The life of a marine biologist turns out to involve a lot of time sitting in front of a computer screen, writing and editing papers and proposals so other people can get out in the field (though I do get my share from time to time), academic intrigues, bureaucracy, and so on. Still I wouldn’t trade it for anything else . . .
But last week, I remembered why I got into this business in the first place. We met three old (I mean former) college buddies and families and our ringleader Professor from Spring Hill College for a few days of snorkeling, fishing, music, merrymaking and general loafing in the Florida Keys. This was a memorable reunion since three of us (along with one compatriot who, alas, could not make it) had our introduction to the underwater world of the reef on a long, Kerouacian pilgrimage to the Keys in 1980, roughing it all the way through Florida from Mobile, Alabama in an uncovered pickup truck, with sleeping bags and guitar, surviving on peanut butter, generic beer, maybe ten bucks a day, uphill both ways — you get the picture.
Fortunately, we could afford a few more creature comforts this time, what with kids and all. Dave hauled his boat down from Baton Rouge so we were able to get out into the deep blue. We ran out through the low mangrove scrub of Largo Sound across the lagoon to Molasses Reef, skipping over the turquoise sand patches in the fresh morning air, great cumulus masses of white over the tropical ocean, the Sea to ourselves on a Monday morning. Just sitting next to my boy, watching the sun playing on the waves, and dappling the bottom. Now and then a flying fish launching away from the approaching boat and sailing away glittering into the distance. A turtle’s head breaks the surface briefly, then slides back in. Watching a small squall on the distant horizon. I was suddenly struck by the sense of being in a magical, important moment that I will remember for a long time. Sitting next to the boy, surrounded by the tropic Sea that has been my muse for all of my adult life. “Now”, I said to him,” you can see why I became a marine biologist, why I come out to these places again and again, to see these animals and study them.” And I think he did see.
Into the drink. The water over the reef was sparkling and clear, excellent visibility. The boy held his own, taking to snorkeling like, well, a fish to water. On the rising tide and with an offshore wind, the reef was a wonderland — fantastic visibility. Right off the bat, at the base of the buoy line, a hawksbill turtle, just lying on the bottom. We watched it for several minutes. A small barracuda, a school of midnight parrotfish. And another dive: the startling apparition of a four-foot tarpon, schools of chub and yellowtail snapper swirling around us, nearly colliding with our masks. A nurse shark cruising the bottom. He had been looking forward to this for weeks and, somewhat unexpectedly, it was everything he hoped it would be. Kudos to the Florida Keys National Marine Sanctuary for making sure there are still some big ones around here.

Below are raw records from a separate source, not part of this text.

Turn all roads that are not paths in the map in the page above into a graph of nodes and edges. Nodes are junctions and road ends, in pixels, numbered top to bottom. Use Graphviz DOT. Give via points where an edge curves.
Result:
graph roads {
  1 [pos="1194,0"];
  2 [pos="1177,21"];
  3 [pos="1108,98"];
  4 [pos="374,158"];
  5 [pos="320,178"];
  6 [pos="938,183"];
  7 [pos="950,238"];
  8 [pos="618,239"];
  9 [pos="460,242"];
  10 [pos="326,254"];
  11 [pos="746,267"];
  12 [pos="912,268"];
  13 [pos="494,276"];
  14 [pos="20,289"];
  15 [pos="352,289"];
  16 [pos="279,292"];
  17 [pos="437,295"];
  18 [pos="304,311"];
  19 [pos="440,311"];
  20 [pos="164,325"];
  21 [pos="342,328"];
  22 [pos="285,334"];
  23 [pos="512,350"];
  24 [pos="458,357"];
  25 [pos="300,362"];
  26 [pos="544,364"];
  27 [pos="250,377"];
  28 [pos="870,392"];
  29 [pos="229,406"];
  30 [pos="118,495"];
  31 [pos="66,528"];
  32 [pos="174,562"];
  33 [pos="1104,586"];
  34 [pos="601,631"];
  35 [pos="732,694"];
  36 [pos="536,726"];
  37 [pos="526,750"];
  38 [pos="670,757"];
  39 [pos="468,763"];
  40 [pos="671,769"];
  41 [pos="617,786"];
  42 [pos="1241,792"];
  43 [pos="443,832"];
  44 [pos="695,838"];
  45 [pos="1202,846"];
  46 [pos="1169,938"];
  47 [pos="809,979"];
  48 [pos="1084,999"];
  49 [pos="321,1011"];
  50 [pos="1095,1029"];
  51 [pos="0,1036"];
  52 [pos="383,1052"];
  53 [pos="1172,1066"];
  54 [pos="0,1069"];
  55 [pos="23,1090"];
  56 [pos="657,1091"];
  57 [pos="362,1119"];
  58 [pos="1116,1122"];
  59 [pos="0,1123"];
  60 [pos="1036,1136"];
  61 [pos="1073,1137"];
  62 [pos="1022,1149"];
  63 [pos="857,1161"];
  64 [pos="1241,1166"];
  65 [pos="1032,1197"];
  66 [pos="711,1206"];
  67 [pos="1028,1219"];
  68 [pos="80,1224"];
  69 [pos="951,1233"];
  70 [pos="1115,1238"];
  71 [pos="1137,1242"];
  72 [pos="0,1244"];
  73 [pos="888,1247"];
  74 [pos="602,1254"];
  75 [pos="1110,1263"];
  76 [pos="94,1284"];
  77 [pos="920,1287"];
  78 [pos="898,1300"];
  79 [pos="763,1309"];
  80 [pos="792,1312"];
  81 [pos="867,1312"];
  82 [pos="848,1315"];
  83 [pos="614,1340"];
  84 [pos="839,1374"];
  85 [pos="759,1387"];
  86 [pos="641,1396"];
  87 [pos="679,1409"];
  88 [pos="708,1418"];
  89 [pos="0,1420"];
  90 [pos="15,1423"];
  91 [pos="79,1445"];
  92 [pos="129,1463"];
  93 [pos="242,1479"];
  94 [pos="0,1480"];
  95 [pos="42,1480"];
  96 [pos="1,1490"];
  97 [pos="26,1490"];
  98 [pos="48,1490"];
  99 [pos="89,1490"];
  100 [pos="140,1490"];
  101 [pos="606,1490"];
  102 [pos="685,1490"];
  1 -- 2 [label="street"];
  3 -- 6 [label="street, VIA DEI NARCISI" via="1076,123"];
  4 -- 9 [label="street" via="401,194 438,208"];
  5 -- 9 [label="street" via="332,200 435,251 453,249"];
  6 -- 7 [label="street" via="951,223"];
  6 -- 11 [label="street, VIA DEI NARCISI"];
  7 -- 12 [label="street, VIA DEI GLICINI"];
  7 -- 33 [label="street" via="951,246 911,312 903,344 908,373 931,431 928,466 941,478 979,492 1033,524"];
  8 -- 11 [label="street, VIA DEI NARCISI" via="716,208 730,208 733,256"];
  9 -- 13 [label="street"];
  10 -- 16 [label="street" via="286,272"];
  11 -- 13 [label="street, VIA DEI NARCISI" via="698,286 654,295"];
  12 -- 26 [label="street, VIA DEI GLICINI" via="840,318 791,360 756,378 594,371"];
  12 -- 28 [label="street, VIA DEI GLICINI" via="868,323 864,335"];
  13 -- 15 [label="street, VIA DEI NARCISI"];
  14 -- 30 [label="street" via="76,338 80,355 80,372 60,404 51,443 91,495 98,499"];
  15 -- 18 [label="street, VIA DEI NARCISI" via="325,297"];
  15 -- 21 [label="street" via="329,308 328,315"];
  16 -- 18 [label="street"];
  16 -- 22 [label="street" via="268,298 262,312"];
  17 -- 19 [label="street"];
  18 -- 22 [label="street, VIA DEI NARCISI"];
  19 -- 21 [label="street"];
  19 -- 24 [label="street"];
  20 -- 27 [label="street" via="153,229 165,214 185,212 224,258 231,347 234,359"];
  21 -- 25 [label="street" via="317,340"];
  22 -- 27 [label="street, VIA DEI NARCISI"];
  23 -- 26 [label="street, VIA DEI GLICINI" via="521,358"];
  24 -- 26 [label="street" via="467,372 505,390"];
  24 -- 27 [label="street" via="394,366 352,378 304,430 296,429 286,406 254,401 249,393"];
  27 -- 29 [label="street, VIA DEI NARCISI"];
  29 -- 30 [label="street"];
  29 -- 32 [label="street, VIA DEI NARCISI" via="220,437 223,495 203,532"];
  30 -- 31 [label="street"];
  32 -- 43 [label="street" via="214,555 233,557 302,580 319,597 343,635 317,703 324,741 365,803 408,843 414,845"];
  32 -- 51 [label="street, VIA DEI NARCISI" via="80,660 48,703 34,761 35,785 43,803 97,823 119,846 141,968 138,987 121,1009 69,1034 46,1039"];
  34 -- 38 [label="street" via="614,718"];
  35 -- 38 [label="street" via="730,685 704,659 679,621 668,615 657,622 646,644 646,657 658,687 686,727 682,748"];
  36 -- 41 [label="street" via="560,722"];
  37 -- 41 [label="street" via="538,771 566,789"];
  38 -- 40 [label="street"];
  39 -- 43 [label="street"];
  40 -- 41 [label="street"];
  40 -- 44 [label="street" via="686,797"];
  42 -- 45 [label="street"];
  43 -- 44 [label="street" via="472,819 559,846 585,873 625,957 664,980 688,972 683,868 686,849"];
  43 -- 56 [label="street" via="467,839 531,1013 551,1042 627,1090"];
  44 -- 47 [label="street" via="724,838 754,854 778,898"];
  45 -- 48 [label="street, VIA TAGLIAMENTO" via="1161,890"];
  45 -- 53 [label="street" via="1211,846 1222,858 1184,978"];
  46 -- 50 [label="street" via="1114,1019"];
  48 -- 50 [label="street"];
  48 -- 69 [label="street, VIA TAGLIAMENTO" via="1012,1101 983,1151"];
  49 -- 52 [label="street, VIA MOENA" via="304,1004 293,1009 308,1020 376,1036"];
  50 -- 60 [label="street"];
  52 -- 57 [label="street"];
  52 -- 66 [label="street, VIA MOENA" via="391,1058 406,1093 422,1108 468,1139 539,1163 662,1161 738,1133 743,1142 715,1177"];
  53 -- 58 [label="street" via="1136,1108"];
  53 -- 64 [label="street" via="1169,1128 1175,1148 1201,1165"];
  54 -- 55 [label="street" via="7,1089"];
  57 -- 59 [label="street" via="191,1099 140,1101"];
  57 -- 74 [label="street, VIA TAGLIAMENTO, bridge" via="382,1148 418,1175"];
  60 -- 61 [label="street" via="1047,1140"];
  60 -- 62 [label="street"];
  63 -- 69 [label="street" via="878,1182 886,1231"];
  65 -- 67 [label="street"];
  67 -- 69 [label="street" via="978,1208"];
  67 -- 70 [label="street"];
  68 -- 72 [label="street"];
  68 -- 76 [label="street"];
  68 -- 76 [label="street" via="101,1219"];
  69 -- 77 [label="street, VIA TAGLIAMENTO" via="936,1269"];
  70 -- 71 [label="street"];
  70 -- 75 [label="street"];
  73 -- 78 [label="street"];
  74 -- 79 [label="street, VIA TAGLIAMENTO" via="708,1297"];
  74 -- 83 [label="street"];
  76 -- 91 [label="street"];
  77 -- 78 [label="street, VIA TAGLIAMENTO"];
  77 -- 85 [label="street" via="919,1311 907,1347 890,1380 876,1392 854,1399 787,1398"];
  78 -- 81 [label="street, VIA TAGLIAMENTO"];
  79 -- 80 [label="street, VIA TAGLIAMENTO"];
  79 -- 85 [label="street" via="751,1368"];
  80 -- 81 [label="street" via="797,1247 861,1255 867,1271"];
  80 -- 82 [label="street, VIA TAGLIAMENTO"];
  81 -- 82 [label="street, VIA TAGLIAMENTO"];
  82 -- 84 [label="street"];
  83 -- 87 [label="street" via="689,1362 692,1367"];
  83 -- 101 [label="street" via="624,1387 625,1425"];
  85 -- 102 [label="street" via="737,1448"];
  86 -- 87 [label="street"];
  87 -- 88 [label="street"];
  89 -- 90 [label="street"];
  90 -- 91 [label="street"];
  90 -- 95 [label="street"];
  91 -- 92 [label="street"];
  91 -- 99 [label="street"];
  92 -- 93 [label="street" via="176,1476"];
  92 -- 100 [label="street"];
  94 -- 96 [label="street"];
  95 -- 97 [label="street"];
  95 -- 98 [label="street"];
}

The next day, skittering over a glassy sea, we got out beyond the reef into the deeps of the straits of Florida — a magical, hypnotic day of luminous blue as far as the eye can see, above and below. Sundrenched, windless, nothing moving but the occasional distant terns dropping into the water, signalling big fish below driving up the minnows. We trolled for an hour or so, lolling through the becalmed Sea till bang! The one and only hit of the day, which brought up a dolphin (mahi-mahi, if you prefer) big enough to feed the whole group. Forty-two inches stem to stern, and 23 pounds. A beautiful creature (and, I’m happy to say, a fast-growing fish whose commercial harvest is considered sustainable).
Motoring back through the clear blue morning, brilliant clouds towering on the horizon, I allowed myself to think that, yes, there is hope for the Ocean. There is certainly plenty of serious bad news. But being out in the deep blue adds a little perspective. The corals will not survive, in all probability, and the reefs that we dove in 1980 will not long be recognizable as we knew them. But there are still fishes and turtles and clear blue water and sun. We can save at least the fish — their abundance here in the protection of the Sanctuary is a hopeful sign — and if we can keep the water blue and clean and clear, I’m hopeful that one day my son’s children, or grandchildren, or perhaps their children, will see this again, after the difficult transition to a new energy regime and a new economy of materials, perhaps in boats powered by biodiesel or even electricity generated by a technology we haven’t even dreamed of yet. May it be so. May they one day bring their own kids to this place to see these fish and remember how it was the same when they came with their parents when they were young.